• **Problem statement**: Type out the data below in its entirety, exactly as given.

• **Extracted material**:
┏━━
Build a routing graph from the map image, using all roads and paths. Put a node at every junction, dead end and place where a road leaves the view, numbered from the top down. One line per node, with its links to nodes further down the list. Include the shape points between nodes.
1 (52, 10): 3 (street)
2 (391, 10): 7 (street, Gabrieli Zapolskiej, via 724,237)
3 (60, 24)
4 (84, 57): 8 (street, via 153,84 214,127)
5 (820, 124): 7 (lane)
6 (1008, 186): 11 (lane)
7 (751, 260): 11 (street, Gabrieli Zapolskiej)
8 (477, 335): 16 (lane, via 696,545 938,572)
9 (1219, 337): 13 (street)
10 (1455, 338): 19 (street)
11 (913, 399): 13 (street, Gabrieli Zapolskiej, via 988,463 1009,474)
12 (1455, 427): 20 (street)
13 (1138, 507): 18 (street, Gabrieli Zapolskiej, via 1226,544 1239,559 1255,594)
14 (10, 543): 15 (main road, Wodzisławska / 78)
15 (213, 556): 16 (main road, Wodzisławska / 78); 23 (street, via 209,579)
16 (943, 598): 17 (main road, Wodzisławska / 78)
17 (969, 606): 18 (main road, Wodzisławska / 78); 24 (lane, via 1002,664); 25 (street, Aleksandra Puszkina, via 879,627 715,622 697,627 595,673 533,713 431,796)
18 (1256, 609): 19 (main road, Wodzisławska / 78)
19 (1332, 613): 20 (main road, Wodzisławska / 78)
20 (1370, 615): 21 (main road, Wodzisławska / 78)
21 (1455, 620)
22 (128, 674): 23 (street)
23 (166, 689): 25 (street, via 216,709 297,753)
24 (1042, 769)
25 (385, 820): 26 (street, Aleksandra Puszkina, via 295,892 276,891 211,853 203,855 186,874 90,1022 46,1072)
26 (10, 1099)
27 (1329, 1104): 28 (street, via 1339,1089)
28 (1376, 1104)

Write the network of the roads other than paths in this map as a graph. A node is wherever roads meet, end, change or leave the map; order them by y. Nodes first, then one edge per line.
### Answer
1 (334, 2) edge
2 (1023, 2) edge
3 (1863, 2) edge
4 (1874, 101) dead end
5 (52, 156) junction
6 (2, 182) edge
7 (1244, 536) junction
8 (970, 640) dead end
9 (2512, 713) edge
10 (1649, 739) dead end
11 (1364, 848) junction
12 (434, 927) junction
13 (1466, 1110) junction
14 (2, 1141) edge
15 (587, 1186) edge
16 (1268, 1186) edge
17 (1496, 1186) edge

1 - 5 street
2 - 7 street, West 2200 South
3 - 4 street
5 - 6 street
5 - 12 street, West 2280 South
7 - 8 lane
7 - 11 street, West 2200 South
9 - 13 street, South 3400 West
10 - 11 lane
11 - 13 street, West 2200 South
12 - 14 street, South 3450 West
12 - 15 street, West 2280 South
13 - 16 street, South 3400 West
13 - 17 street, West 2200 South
┗━━
• **Result of the task**:
Build a routing graph from the map image, using all roads and paths. Put a node at every junction, dead end and place where a road leaves the view, numbered from the top down. One line per node, with its links to nodes further down the list. Include the shape points between nodes.
1 (52, 10): 3 (street)
2 (391, 10): 7 (street, Gabrieli Zapolskiej, via 724,237)
3 (60, 24)
4 (84, 57): 8 (street, via 153,84 214,127)
5 (820, 124): 7 (lane)
6 (1008, 186): 11 (lane)
7 (751, 260): 11 (street, Gabrieli Zapolskiej)
8 (477, 335): 16 (lane, via 696,545 938,572)
9 (1219, 337): 13 (street)
10 (1455, 338): 19 (street)
11 (913, 399): 13 (street, Gabrieli Zapolskiej, via 988,463 1009,474)
12 (1455, 427): 20 (street)
13 (1138, 507): 18 (street, Gabrieli Zapolskiej, via 1226,544 1239,559 1255,594)
14 (10, 543): 15 (main road, Wodzisławska / 78)
15 (213, 556): 16 (main road, Wodzisławska / 78); 23 (street, via 209,579)
16 (943, 598): 17 (main road, Wodzisławska / 78)
17 (969, 606): 18 (main road, Wodzisławska / 78); 24 (lane, via 1002,664); 25 (street, Aleksandra Puszkina, via 879,627 715,622 697,627 595,673 533,713 431,796)
18 (1256, 609): 19 (main road, Wodzisławska / 78)
19 (1332, 613): 20 (main road, Wodzisławska / 78)
20 (1370, 615): 21 (main road, Wodzisławska / 78)
21 (1455, 620)
22 (128, 674): 23 (street)
23 (166, 689): 25 (street, via 216,709 297,753)
24 (1042, 769)
25 (385, 820): 26 (street, Aleksandra Puszkina, via 295,892 276,891 211,853 203,855 186,874 90,1022 46,1072)
26 (10, 1099)
27 (1329, 1104): 28 (street, via 1339,1089)
28 (1376, 1104)

Write the network of the roads other than paths in this map as a graph. A node is wherever roads meet, end, change or leave the map; order them by y. Nodes first, then one edge per line.
### Answer
1 (334, 2) edge
2 (1023, 2) edge
3 (1863, 2) edge
4 (1874, 101) dead end
5 (52, 156) junction
6 (2, 182) edge
7 (1244, 536) junction
8 (970, 640) dead end
9 (2512, 713) edge
10 (1649, 739) dead end
11 (1364, 848) junction
12 (434, 927) junction
13 (1466, 1110) junction
14 (2, 1141) edge
15 (587, 1186) edge
16 (1268, 1186) edge
17 (1496, 1186) edge

1 - 5 street
2 - 7 street, West 2200 South
3 - 4 street
5 - 6 street
5 - 12 street, West 2280 South
7 - 8 lane
7 - 11 street, West 2200 South
9 - 13 street, South 3400 West
10 - 11 lane
11 - 13 street, West 2200 South
12 - 14 street, South 3450 West
12 - 15 street, West 2280 South
13 - 16 street, South 3400 West
13 - 17 street, West 2200 South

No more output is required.